Ini Buruk

2.4K 377 25
                                    

Setelah kabur dari pesta malam ini, langkah Baim seperti diburu dan dahinya mengalir keringat meski kini sudah angka sepuluh pada arloji mahalnya. Meremas rambut hitamnya berulang tanda dia tengah cemas akan sesuatu.

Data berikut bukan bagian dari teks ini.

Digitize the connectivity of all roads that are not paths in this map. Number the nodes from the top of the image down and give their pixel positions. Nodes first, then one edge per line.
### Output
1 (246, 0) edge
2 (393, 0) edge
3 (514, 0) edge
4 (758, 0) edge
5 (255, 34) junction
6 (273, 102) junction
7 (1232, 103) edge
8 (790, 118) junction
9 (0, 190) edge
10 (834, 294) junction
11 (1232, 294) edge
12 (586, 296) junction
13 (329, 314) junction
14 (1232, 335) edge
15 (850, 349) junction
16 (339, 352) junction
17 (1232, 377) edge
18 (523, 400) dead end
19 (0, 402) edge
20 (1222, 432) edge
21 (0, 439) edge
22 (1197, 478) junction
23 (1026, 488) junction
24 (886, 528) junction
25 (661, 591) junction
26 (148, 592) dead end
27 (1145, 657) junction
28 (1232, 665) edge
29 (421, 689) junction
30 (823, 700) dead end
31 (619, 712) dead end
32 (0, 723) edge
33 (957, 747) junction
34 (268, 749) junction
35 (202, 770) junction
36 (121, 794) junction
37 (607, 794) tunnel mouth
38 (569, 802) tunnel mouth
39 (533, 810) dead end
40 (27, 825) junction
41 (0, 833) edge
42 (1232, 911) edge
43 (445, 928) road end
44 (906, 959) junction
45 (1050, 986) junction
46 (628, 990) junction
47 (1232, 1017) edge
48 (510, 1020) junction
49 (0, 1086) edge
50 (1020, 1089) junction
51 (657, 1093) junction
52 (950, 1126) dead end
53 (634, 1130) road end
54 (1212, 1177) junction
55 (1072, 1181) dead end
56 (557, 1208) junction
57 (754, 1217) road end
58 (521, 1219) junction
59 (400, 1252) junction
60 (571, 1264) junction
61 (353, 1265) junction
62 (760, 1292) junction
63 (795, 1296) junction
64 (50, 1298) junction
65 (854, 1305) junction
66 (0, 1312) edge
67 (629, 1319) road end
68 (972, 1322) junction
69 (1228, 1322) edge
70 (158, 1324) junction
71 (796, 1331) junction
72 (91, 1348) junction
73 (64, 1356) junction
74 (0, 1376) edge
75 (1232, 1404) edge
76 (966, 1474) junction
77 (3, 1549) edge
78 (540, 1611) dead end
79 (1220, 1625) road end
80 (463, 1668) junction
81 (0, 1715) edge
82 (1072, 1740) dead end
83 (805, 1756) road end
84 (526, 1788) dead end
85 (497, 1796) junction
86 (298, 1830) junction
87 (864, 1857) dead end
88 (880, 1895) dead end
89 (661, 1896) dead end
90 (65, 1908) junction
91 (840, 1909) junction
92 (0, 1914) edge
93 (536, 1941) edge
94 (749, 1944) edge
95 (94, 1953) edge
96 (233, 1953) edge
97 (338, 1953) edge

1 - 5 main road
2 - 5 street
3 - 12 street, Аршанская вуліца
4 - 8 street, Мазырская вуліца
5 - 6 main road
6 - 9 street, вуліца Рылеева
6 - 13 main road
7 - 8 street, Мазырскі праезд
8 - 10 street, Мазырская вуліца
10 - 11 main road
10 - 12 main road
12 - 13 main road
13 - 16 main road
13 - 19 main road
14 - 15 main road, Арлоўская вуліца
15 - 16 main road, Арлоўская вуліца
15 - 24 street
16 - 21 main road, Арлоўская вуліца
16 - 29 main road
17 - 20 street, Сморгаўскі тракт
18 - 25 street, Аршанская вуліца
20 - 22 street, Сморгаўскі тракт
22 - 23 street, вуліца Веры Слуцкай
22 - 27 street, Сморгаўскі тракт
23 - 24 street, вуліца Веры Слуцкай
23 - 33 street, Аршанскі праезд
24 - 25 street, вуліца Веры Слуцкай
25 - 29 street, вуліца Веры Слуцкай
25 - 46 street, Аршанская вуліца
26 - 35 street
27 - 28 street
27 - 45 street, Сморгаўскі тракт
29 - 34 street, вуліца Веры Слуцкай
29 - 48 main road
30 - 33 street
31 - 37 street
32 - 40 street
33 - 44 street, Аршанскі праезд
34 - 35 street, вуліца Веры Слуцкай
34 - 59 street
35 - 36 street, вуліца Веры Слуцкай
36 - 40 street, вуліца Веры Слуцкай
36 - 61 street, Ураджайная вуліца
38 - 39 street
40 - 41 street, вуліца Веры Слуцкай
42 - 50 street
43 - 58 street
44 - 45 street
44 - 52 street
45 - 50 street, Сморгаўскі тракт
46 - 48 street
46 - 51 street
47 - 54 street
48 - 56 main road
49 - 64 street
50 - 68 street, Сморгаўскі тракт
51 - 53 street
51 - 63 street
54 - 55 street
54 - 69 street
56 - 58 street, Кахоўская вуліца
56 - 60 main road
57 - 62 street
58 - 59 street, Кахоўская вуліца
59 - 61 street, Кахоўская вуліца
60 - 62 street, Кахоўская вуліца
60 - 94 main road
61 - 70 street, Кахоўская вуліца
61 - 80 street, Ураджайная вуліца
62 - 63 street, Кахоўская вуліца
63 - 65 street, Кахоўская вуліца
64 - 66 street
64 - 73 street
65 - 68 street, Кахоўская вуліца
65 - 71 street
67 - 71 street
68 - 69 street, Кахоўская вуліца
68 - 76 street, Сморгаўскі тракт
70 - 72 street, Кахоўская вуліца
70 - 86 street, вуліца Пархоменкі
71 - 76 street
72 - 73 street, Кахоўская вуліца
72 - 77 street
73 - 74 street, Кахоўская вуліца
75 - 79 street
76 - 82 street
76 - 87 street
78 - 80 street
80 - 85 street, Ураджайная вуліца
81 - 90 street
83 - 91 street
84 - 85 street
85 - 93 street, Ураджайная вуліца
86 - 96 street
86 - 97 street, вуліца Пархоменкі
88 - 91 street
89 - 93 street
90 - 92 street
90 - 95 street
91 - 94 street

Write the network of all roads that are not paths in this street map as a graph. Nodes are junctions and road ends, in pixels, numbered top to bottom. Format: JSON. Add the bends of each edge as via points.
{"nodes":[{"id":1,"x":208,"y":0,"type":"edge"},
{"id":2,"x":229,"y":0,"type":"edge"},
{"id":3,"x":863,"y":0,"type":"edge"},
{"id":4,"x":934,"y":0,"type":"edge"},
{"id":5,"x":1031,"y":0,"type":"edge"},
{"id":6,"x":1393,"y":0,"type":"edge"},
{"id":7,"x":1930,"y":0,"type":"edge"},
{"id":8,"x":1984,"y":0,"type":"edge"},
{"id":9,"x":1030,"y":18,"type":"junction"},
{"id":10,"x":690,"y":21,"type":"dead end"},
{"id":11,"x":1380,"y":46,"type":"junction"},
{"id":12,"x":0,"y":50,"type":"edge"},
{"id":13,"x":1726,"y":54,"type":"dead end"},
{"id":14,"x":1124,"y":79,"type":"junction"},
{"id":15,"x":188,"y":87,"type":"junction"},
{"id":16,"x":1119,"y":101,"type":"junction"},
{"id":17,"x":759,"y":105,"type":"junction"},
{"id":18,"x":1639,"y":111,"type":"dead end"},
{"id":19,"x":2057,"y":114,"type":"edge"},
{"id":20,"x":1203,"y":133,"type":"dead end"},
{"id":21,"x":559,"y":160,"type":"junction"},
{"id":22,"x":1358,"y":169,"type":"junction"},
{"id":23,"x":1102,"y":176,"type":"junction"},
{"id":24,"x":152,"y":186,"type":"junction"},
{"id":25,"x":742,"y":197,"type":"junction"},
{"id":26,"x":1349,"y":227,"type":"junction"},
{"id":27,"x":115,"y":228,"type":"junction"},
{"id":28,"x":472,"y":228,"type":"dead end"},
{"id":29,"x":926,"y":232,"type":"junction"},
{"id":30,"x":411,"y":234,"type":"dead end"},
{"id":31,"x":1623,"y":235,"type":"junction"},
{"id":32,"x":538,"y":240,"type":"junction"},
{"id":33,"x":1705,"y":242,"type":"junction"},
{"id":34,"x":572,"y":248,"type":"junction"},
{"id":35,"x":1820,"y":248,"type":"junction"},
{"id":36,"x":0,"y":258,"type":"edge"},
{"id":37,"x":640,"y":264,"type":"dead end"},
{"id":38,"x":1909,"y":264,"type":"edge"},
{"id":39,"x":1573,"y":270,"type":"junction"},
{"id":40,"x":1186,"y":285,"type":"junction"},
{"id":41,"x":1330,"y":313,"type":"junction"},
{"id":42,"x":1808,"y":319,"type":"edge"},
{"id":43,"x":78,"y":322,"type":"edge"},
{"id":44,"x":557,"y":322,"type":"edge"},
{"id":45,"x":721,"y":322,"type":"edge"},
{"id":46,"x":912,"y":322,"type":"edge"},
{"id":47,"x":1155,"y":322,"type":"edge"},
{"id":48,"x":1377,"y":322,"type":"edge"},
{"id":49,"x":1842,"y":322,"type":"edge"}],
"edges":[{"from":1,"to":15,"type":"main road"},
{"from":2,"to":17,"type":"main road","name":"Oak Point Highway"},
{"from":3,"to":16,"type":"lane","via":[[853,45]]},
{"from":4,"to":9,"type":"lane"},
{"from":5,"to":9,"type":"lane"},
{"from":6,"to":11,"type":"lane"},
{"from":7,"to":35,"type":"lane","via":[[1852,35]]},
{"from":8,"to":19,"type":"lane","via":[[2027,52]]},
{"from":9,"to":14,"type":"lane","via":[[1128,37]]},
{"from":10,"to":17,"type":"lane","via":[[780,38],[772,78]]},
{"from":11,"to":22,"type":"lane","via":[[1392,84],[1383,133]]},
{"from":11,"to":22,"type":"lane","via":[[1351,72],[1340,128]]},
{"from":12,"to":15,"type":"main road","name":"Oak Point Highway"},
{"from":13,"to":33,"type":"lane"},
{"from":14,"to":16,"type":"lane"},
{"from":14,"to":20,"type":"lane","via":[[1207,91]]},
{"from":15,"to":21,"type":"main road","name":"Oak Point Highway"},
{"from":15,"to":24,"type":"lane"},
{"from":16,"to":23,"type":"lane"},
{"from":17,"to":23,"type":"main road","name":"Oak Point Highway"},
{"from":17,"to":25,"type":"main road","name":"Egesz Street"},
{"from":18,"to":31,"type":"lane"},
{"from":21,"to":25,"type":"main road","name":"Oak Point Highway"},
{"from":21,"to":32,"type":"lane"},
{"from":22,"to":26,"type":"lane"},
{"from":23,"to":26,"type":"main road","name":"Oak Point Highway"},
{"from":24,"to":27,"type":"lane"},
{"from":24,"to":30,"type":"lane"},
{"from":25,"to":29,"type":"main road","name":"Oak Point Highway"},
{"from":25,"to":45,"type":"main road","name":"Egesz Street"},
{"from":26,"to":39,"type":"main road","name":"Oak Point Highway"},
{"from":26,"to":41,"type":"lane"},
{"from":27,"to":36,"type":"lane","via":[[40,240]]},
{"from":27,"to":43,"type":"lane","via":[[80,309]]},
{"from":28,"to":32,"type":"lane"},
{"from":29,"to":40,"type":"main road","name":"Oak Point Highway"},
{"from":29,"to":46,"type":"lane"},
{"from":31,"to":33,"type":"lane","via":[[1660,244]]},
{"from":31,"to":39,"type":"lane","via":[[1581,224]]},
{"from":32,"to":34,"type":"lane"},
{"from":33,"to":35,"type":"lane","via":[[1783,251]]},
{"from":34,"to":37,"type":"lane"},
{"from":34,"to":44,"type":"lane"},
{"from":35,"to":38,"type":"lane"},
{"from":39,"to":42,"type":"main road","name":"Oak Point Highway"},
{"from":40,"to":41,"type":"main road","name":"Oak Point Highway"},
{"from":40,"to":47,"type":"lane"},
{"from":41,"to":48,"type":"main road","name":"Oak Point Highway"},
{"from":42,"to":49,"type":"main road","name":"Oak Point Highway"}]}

"Ya ampun, Zein." Nama itu terus diulangnya seiring langkahnya yang memburu. Lorong rumah sakit adalah saksi betapa cemasnya pria itu. Segera dia panggil seorang perawat yang berpapasan dengannya. "Suster, anak SMA korban pemukulan di taman tadi, dirawat di mana?"

"Oh, lorong ini anda lurus saja. Kamarnya nomor dua dari ujung di sebelah kanan."

"Tunggu!" cegah Baim saat wanita berseragam tenaga medis itu hendak melangkah pergi. "Boleh saya nanya keadaannya dulu? Apa dia sangat terluka? Sungguh, saya agak takut masuk ke dalam sana. Dia sudah seperti adik bagi saya. Takut nggak kuat melihat keadaannya."

Perawat itu menahan senyumnya. Ada rasa prihatin yang tersulut tapi di sisi lain ekspresi Baim sangat ingin membuatnya terkekeh. "Dia baik. Masih bisa anda ajak ngobrol dan bercanda. Dia ditolong tepat waktu."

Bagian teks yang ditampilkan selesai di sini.